>>

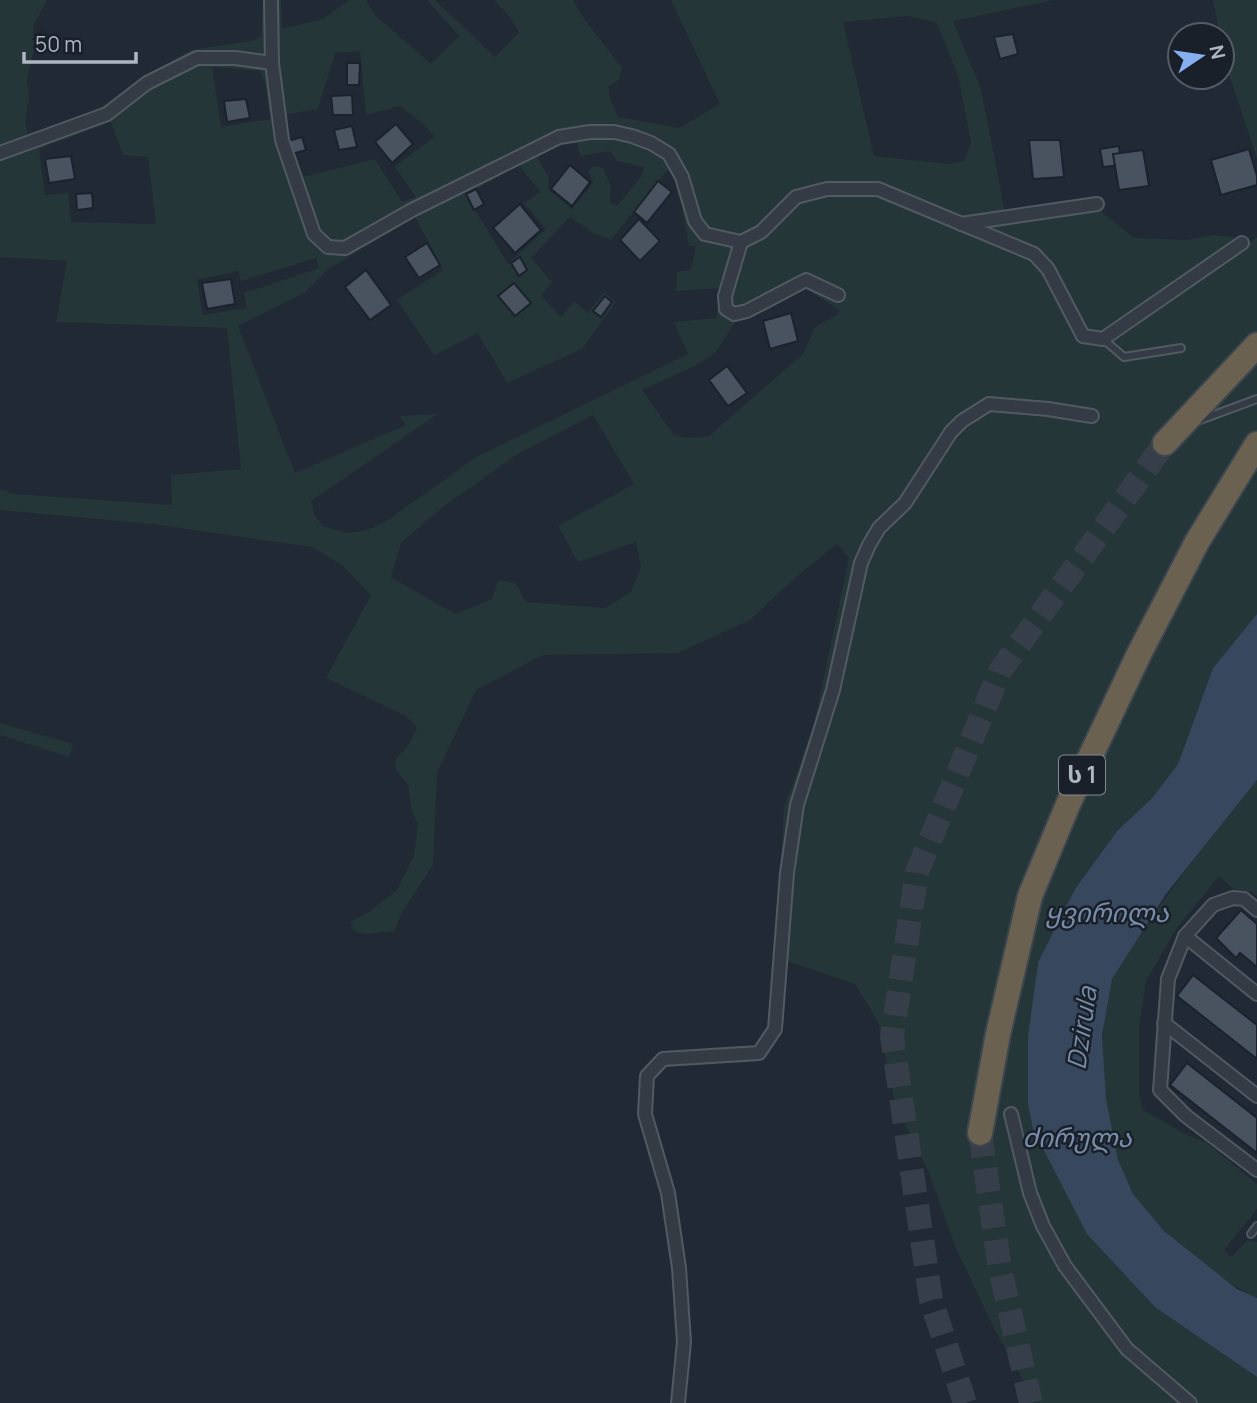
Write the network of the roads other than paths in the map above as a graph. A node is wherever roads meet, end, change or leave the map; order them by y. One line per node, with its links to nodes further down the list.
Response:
1 (271, 0): 2 (street)
2 (272, 63): 3 (street); 6 (street)
3 (0, 153)
4 (1097, 204): 5 (street)
5 (961, 225): 6 (street); 9 (street)
6 (741, 242): 8 (street)
7 (1242, 243): 9 (street)
8 (838, 295)
9 (1103, 339): 11 (lane)
10 (1257, 345): 14 (highway)
11 (1181, 348)
12 (1257, 399): 14 (lane)
13 (1092, 415): 26 (street)
14 (1172, 435)
15 (1257, 444): 22 (highway, ს 1)
16 (1257, 910): 17 (street)
17 (1185, 936): 18 (street); 19 (street)
18 (1257, 993)
19 (1164, 1023): 20 (street); 23 (street)
20 (1257, 1096)
21 (1011, 1114): 27 (street)
22 (980, 1133)
23 (1257, 1170)
24 (1257, 1226): 25 (lane)
25 (1251, 1234)
26 (678, 1403)
27 (1190, 1403)

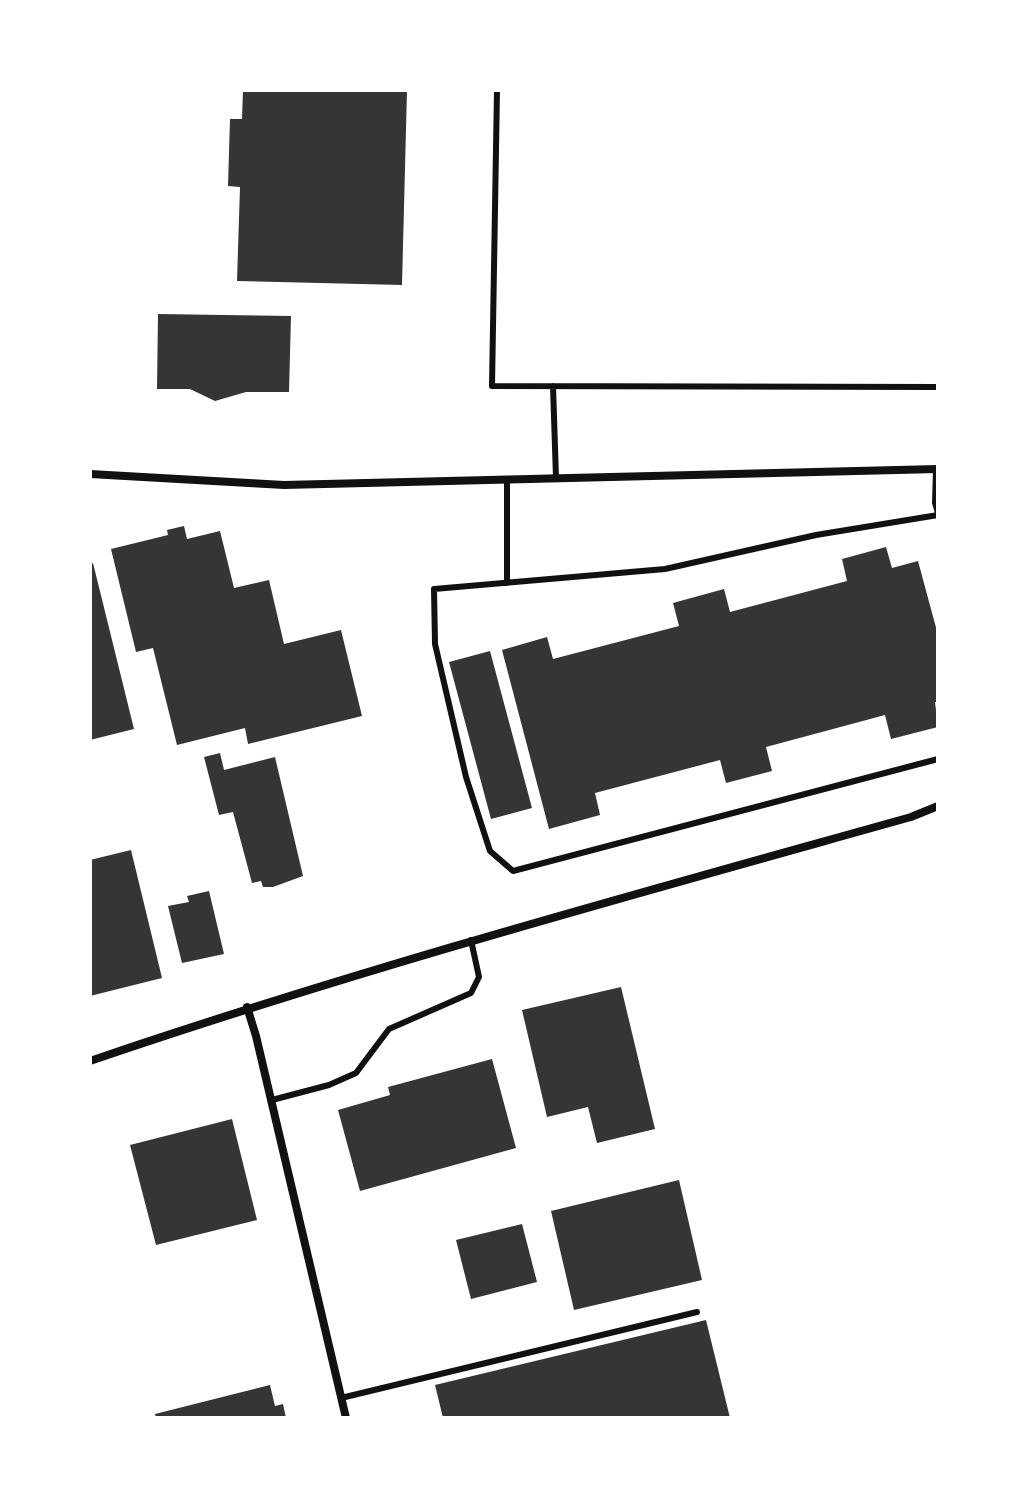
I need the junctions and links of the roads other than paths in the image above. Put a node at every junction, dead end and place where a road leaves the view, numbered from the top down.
1 (497, 90) edge
2 (553, 386) junction
3 (938, 387) edge
4 (937, 469) edge
5 (90, 474) edge
6 (556, 478) junction
7 (507, 480) junction
8 (938, 514) edge
9 (507, 583) junction
10 (938, 759) edge
11 (938, 806) edge
12 (471, 940) junction
13 (247, 1007) junction
14 (90, 1061) edge
15 (272, 1100) junction
16 (697, 1312) dead end
17 (341, 1398) junction
18 (346, 1418) edge

1 - 2 lane
2 - 3 lane
2 - 6 lane
4 - 6 street
4 - 8 lane
5 - 7 street
6 - 7 street
7 - 9 lane
8 - 9 lane
9 - 10 lane
11 - 12 street
12 - 13 street
12 - 15 lane
13 - 14 street
13 - 15 street
15 - 17 street
16 - 17 lane
17 - 18 street

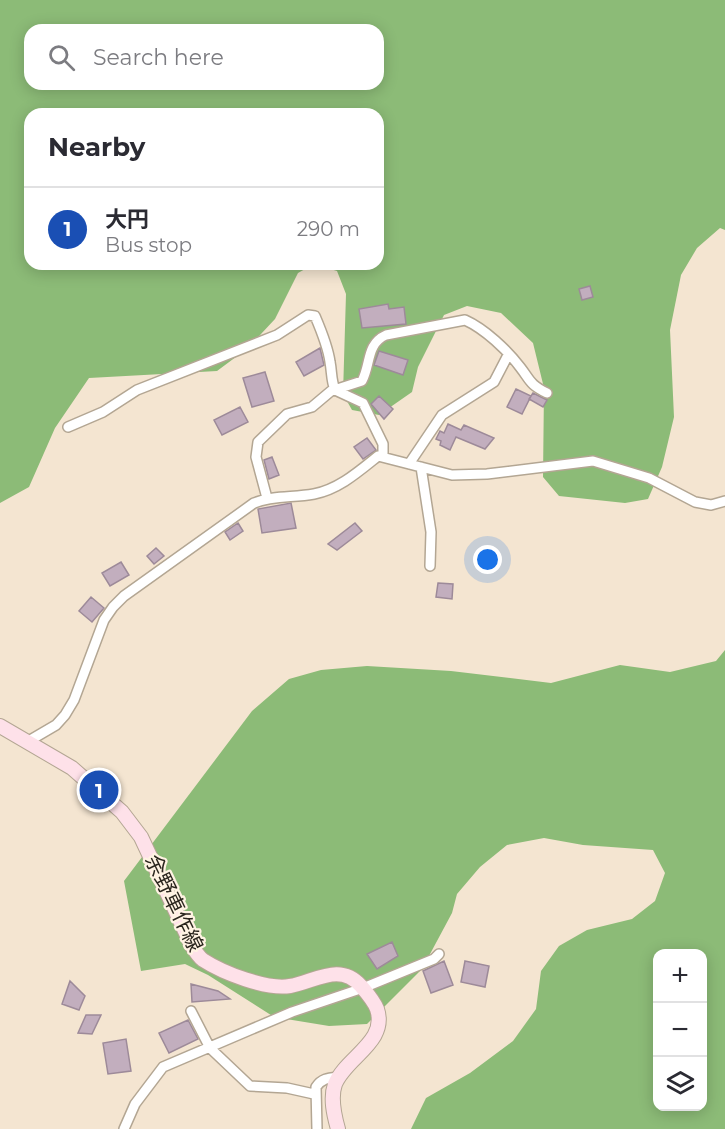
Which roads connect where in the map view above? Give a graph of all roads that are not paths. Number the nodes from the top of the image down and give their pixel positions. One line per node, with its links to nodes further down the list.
1 (508, 355): 2 (street); 3 (street); 6 (street)
2 (334, 390): 4 (street); 5 (street); 8 (street)
3 (547, 393)
4 (68, 427)
5 (383, 456): 6 (street); 8 (street)
6 (409, 464): 7 (street)
7 (421, 467): 9 (street); 10 (street)
8 (267, 498): 12 (street)
9 (725, 501)
10 (430, 566)
11 (0, 726): 12 (main road, 余野車作線)
12 (27, 741): 14 (main road, 余野車作線)
13 (439, 954): 14 (street)
14 (363, 988): 16 (street); 17 (main road, 余野車作線)
15 (191, 1011): 16 (street)
16 (210, 1048): 18 (street); 19 (street)
17 (339, 1077): 18 (street); 21 (main road, 余野車作線)
18 (315, 1094): 20 (street)
19 (124, 1129)
20 (317, 1129)
21 (338, 1129)

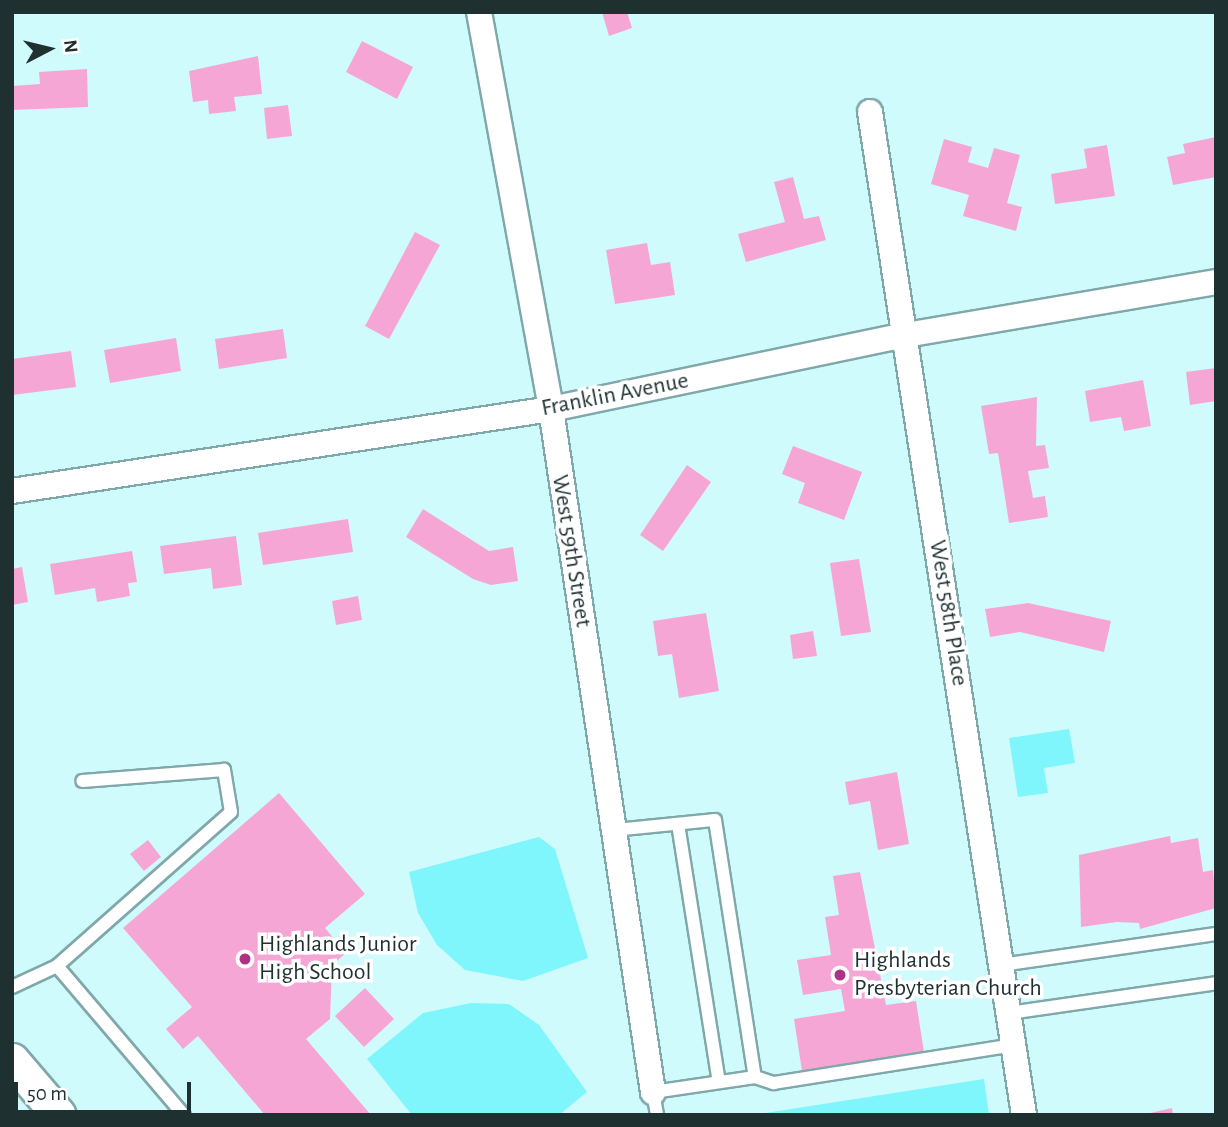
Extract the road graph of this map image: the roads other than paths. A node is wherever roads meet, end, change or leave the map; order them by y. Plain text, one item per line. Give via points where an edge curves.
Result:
1 (479, 12) edge
2 (870, 112) dead end
3 (1216, 282) edge
4 (906, 335) junction
5 (551, 409) junction
6 (12, 491) edge
7 (82, 781) dead end
8 (678, 824) junction
9 (614, 830) junction
10 (1216, 934) edge
11 (1001, 965) junction
12 (57, 967) junction
13 (1216, 983) edge
14 (12, 987) edge
15 (1009, 1013) junction
16 (1013, 1045) junction
17 (12, 1060) edge
18 (755, 1077) junction
19 (719, 1082) junction
20 (655, 1103) edge
21 (60, 1115) edge
22 (184, 1115) edge
23 (1024, 1115) edge

1 - 5 street, West 59th Street
2 - 4 street, West 58th Place
3 - 4 street, Franklin Avenue
4 - 5 street, Franklin Avenue
4 - 11 street, West 58th Place
5 - 6 street, Franklin Avenue
5 - 9 street, West 59th Street
7 - 12 lane via 224,770 231,812
8 - 9 lane
8 - 18 lane via 715,820
8 - 19 lane
9 - 20 street, West 59th Street
10 - 11 lane
11 - 15 street, West 58th Place
12 - 14 lane
12 - 22 lane
13 - 15 lane
15 - 16 street, West 58th Place
16 - 18 lane via 774,1083
16 - 23 street, West 58th Place
17 - 21 main road
18 - 19 lane
19 - 20 lane

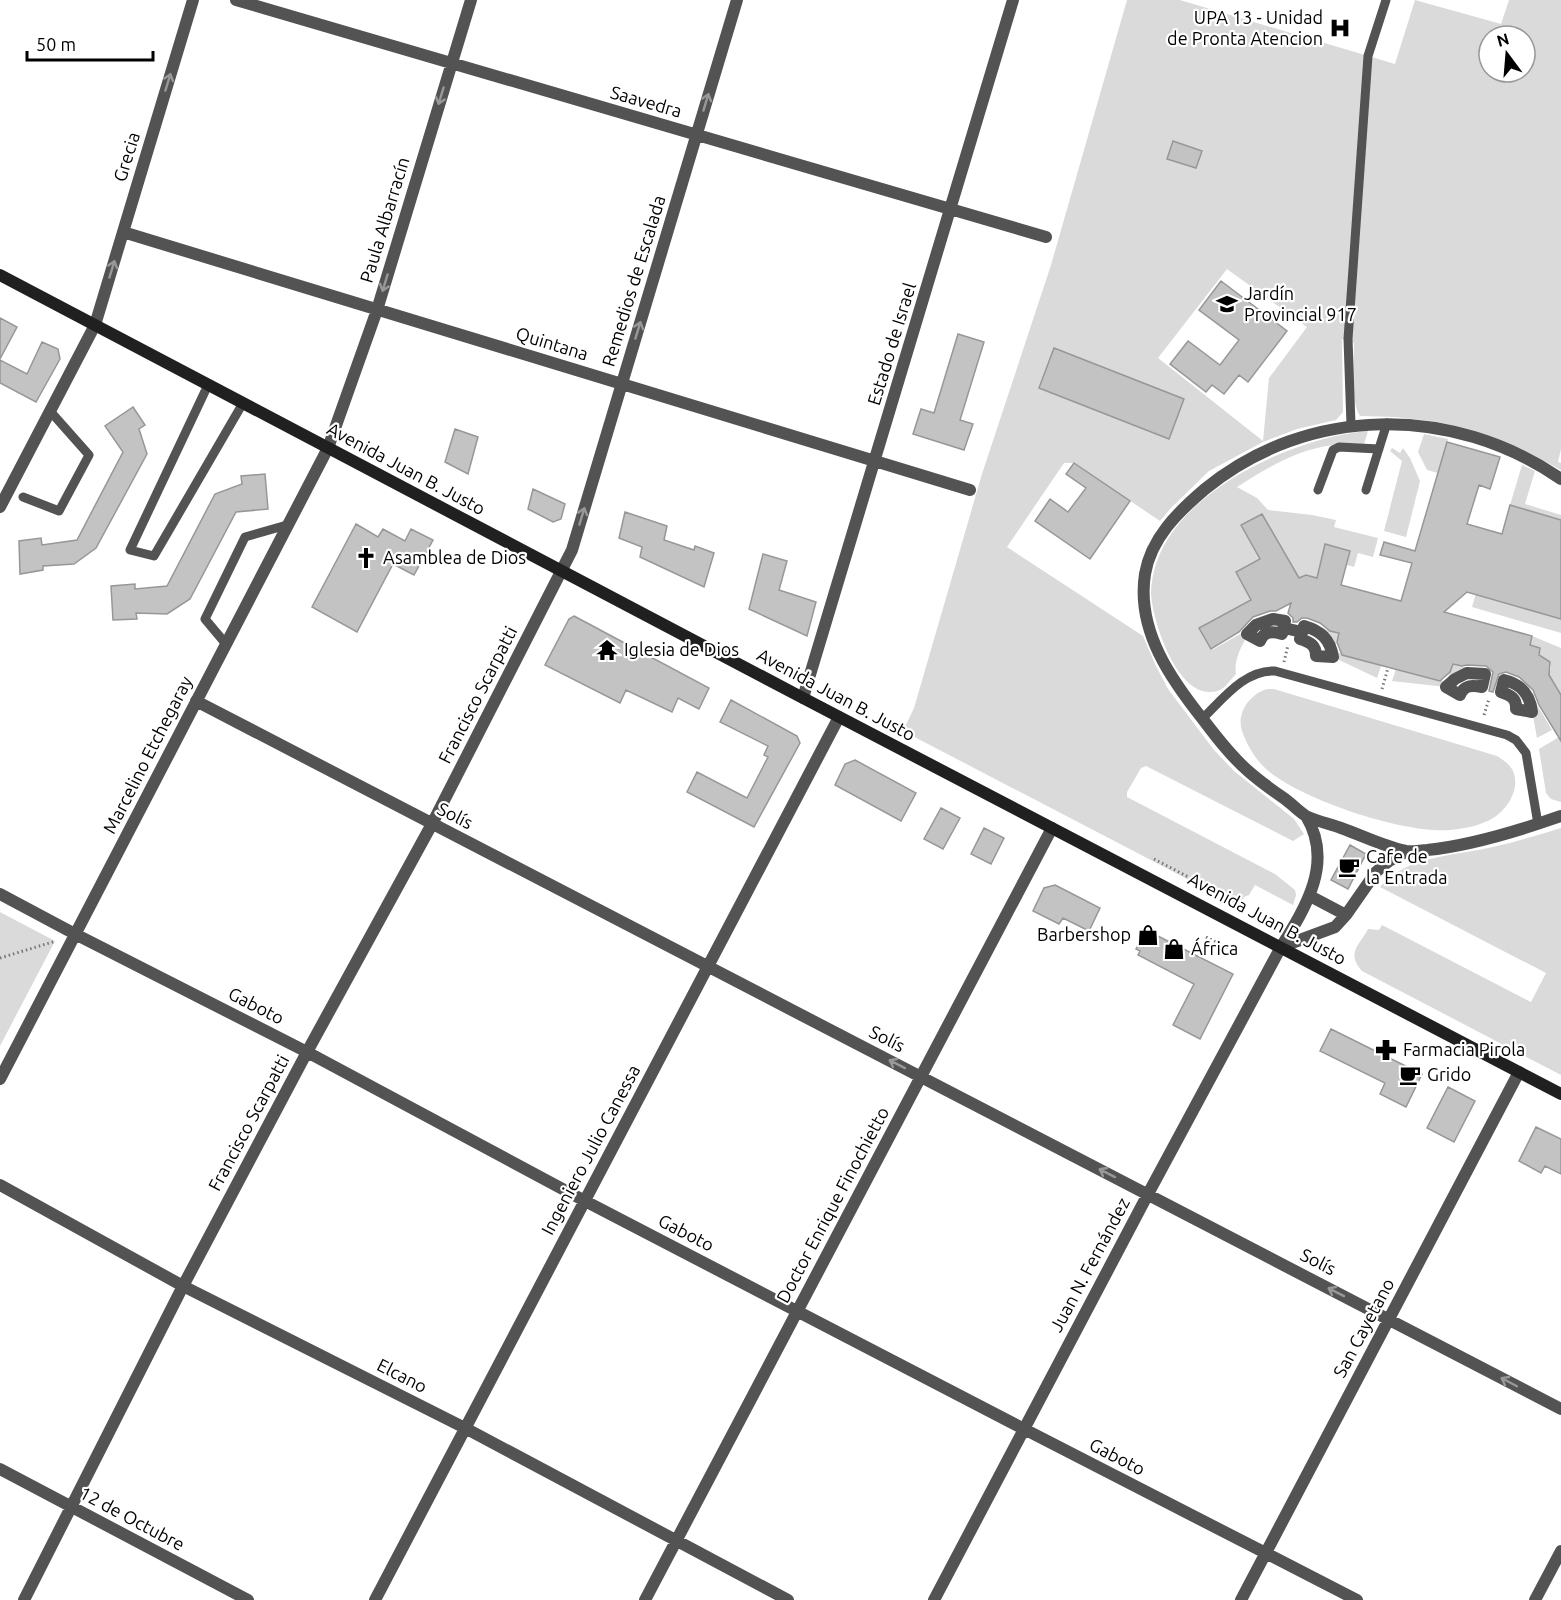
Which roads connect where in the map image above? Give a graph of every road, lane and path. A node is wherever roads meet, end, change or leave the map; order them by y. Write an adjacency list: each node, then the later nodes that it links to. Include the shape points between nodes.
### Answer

<<

Line for line, output the entries above from the line with "I need the junctions" to the line with "Extract the road", both included, and nothing more. Skip pictures.

(Result for this exercise)
I need the junctions and links of the roads other than paths in the image above. Put a node at every junction, dead end and place where a road leaves the view, numbered from the top down.
1 (497, 90) edge
2 (553, 386) junction
3 (938, 387) edge
4 (937, 469) edge
5 (90, 474) edge
6 (556, 478) junction
7 (507, 480) junction
8 (938, 514) edge
9 (507, 583) junction
10 (938, 759) edge
11 (938, 806) edge
12 (471, 940) junction
13 (247, 1007) junction
14 (90, 1061) edge
15 (272, 1100) junction
16 (697, 1312) dead end
17 (341, 1398) junction
18 (346, 1418) edge

1 - 2 lane
2 - 3 lane
2 - 6 lane
4 - 6 street
4 - 8 lane
5 - 7 street
6 - 7 street
7 - 9 lane
8 - 9 lane
9 - 10 lane
11 - 12 street
12 - 13 street
12 - 15 lane
13 - 14 street
13 - 15 street
15 - 17 street
16 - 17 lane
17 - 18 street

Which roads connect where in the map view above? Give a graph of all roads that are not paths. Number the nodes from the top of the image down and give their pixel positions. One line per node, with its links to nodes further down the list.
1 (508, 355): 2 (street); 3 (street); 6 (street)
2 (334, 390): 4 (street); 5 (street); 8 (street)
3 (547, 393)
4 (68, 427)
5 (383, 456): 6 (street); 8 (street)
6 (409, 464): 7 (street)
7 (421, 467): 9 (street); 10 (street)
8 (267, 498): 12 (street)
9 (725, 501)
10 (430, 566)
11 (0, 726): 12 (main road, 余野車作線)
12 (27, 741): 14 (main road, 余野車作線)
13 (439, 954): 14 (street)
14 (363, 988): 16 (street); 17 (main road, 余野車作線)
15 (191, 1011): 16 (street)
16 (210, 1048): 18 (street); 19 (street)
17 (339, 1077): 18 (street); 21 (main road, 余野車作線)
18 (315, 1094): 20 (street)
19 (124, 1129)
20 (317, 1129)
21 (338, 1129)

Extract the road graph of this map image: the roads other than paths. A node is wherever roads meet, end, change or leave the map; order them by y. Plain text, one item per line. Give via points where an edge curves.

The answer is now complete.